This past month I finished I finished Brene Browns Atlas of the Heart which struck a deep chord inside me as it discussed that much of our conflict with loved ones occurs due to unsaid or unmet expectations. It takes time, presence, patience, and taking a deep look at ourselves to determine that the fight over connection is truly about. When our significant other asks for something, and we resist or dismiss the request, what else is really going on there?

I know I like to avoid conflict, yet that avoidance does not serve me in my relationships as it can make others feel not heard or seen. It is painful to be called out, or hear grievances, and far too often, I am too busy preparing a counterpoint rather than listening for the unsaid or unmet expectation. And it goes the other way, too. When I fail to express what I truly feel or state my expectation, it sets up perfectly an argument that is all surface, mean-spirited, and unhelpful, adding layers on unnecessary pain and hurt instead of providing the relief of true communication.
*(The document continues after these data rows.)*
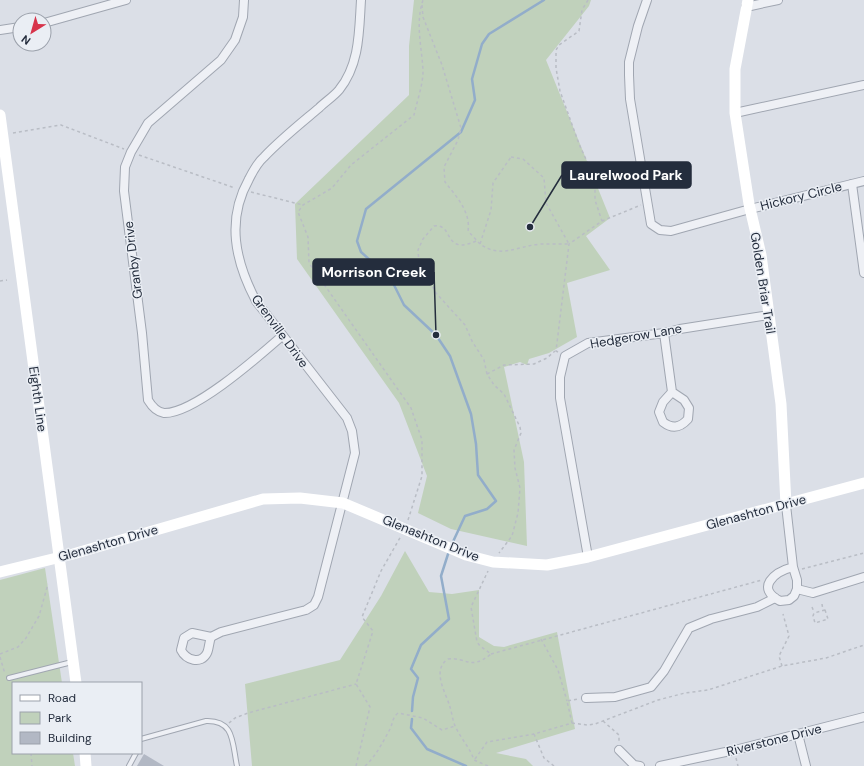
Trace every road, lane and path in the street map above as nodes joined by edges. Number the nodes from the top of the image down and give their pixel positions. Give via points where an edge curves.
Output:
1 (126, 0) edge
2 (244, 0) edge
3 (361, 0) edge
4 (423, 0) edge
5 (588, 0) edge
6 (648, 0) edge
7 (778, 0) edge
8 (422, 3) junction
9 (747, 4) edge
10 (52, 21) edge
11 (12, 28) edge
12 (0, 30) edge
13 (864, 85) edge
14 (736, 113) junction
15 (0, 115) edge
16 (13, 133) dead end
17 (131, 152) junction
18 (864, 181) edge
19 (852, 184) junction
20 (243, 190) junction
21 (303, 205) junction
22 (641, 205) dead end
23 (750, 209) junction
24 (602, 221) junction
25 (476, 241) junction
26 (480, 244) junction
27 (569, 244) junction
28 (864, 273) edge
29 (6, 280) dead end
30 (0, 281) edge
31 (769, 315) junction
32 (664, 333) junction
33 (282, 336) junction
34 (556, 351) junction
35 (560, 353) dead end
36 (487, 374) junction
37 (672, 392) junction
38 (864, 483) edge
39 (343, 503) junction
40 (786, 505) junction
41 (406, 529) junction
42 (864, 553) edge
43 (498, 555) dead end
44 (59, 557) junction
45 (588, 557) junction
46 (793, 567) junction
47 (488, 570) dead end
48 (0, 572) edge
49 (774, 575) junction
50 (864, 577) edge
51 (48, 584) dead end
52 (797, 589) junction
53 (775, 598) junction
54 (822, 604) dead end
55 (812, 607) dead end
56 (823, 610) junction
57 (814, 613) junction
58 (783, 614) dead end
59 (210, 637) dead end
60 (541, 640) junction
61 (864, 645) edge
62 (492, 654) junction
63 (0, 655) edge
64 (73, 662) junction
65 (782, 666) junction
66 (7, 678) joint
67 (76, 682) edge
68 (356, 684) junction
69 (586, 698) joint
70 (567, 701) junction
71 (864, 717) edge
72 (603, 721) junction
73 (572, 723) junction
74 (226, 726) junction
75 (455, 726) junction
76 (534, 734) junction
77 (798, 734) junction
78 (142, 739) edge
79 (619, 750) joint
80 (31, 754) edge
81 (85, 754) edge
82 (135, 754) edge
83 (474, 760) junction
84 (32, 766) edge
85 (86, 766) edge
86 (129, 766) edge
87 (237, 766) edge
88 (356, 766) edge
89 (365, 766) edge
90 (488, 766) edge
91 (554, 766) edge
92 (640, 766) edge
93 (660, 766) edge
94 (806, 766) edge

1 - 10 street
2 - 17 street, Granby Drive via 243,17 235,40 221,60 148,123
3 - 20 street, Grenville Drive via 358,50 351,70 339,90 264,156
4 - 8 path
5 - 24 path via 582,10 579,31 556,50 556,68 579,144 595,179 595,200
6 - 23 street, Hickory Circle via 634,41 629,75 630,100 651,224 660,230 671,231
7 - 9 street
8 - 21 path via 419,17 419,47 423,72 414,114 351,165 332,188
8 - 25 path via 422,18 442,65 461,128 458,140 444,167 445,182 465,210 469,221 468,231
9 - 14 street, Golden Briar Trail via 735,69
11 - 12 street
13 - 14 street
14 - 23 street, Golden Briar Trail
15 - 44 street, Eighth Line
16 - 17 path via 61,125
17 - 20 path
17 - 33 street, Granby Drive via 125,167 124,190 148,400 151,406 163,413 177,411 192,404
18 - 19 street, Hickory Circle
19 - 23 street, Hickory Circle
19 - 28 street, Hickory Circle
20 - 21 path
20 - 33 street, Grenville Drive via 237,205 235,226 237,247 246,282 256,301
21 - 41 path via 298,212 308,237 309,263 411,408 422,440 422,476
22 - 24 path
23 - 31 street, Golden Briar Trail via 761,255
24 - 27 path
25 - 26 path
25 - 36 path via 465,245 455,244 442,226 434,226 423,239 418,257 421,269 436,293 465,325 484,360
26 - 27 path via 488,250 499,252 540,244
26 - 27 path via 491,210 493,183 511,157 522,159 544,178 546,203
27 - 34 path
29 - 30 path
31 - 32 street, Hedgerow Lane
31 - 40 street, Golden Briar Trail via 781,404
32 - 37 street
32 - 45 street, Hedgerow Lane via 588,343 566,356 560,377 560,398
33 - 39 street, Grenville Drive via 347,418 352,431 355,453
34 - 35 path
34 - 36 path via 534,364 504,365
36 - 43 path via 504,394 521,433 514,450 520,488 518,513 512,536
37 - 37 street via 662,402 659,412 663,422 673,427 684,424 688,419 689,408 684,400
38 - 40 street, Glenashton Drive
39 - 41 street, Glenashton Drive
39 - 44 street, Glenashton Drive via 300,498 263,499
39 - 59 street, Grenville Drive via 314,605 306,610
40 - 45 street, Glenashton Drive
40 - 46 street, Golden Briar Trail
41 - 45 street, Glenashton Drive via 466,555 493,562 547,566
41 - 68 path via 381,571 362,617 373,631
42 - 46 path via 803,569
44 - 48 street, Glenashton Drive
44 - 64 street, Eighth Line
46 - 49 street
46 - 52 street, Golden Briar Trail
47 - 62 path via 472,603 471,611 477,642
49 - 53 street via 768,588
49 - 60 path
50 - 52 street via 812,593
51 - 63 path via 39,616 26,638 18,648
52 - 53 street via 789,600 780,601
53 - 69 street via 757,607 711,619 689,628 664,671 651,687 615,696
54 - 56 path
55 - 57 path
56 - 57 path
56 - 57 path via 828,619 815,623
58 - 65 path via 789,636 779,656
60 - 62 path
60 - 70 path via 558,670
61 - 65 path via 826,658
62 - 75 path via 477,662 452,659 442,664 440,668 443,689
63 - 66 path
64 - 66 lane
64 - 67 street, Eighth Line
65 - 72 path via 708,690 658,700
68 - 74 path via 248,712
68 - 88 path via 370,707
69 - 70 path
70 - 73 path
71 - 77 street, Riverstone Drive
72 - 73 path via 587,726
72 - 79 path via 619,735
73 - 76 path
74 - 78 lane via 217,721 206,721
74 - 87 lane
75 - 83 path
75 - 89 path via 442,730 415,715 398,713 393,717 390,728 372,759
76 - 83 path via 487,742
76 - 91 path via 544,758
77 - 93 street, Riverstone Drive
77 - 94 street
79 - 92 street via 634,764
80 - 84 path
81 - 85 street
82 - 86 lane
83 - 90 path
None of what I read was new, but I know constant reminders of better communication is the only way to build the muscle for connection. I get to learn to not hide or avoid, to make the eye contact even as my body floods with emotions, and I just want to run away or become a quiet ninja. It did not occur to me how painful that can be for the other who is trying to share their feelings.

It is always a challenge to put to practice new or difficult things, and I realize just like working out physically, connected communication requires continual work, and sharing. It is also important to let the other know what you are up to so they can hold you accountable, and perhaps, just maybe, do the same when talking to you. Just like anything, it takes time, and also constant awareness, but I also know the rewards of doing the work.

And so I begin, and hopefully, I can express my unmet/unsaid expectations and also hear the other persons.

Happy Monday!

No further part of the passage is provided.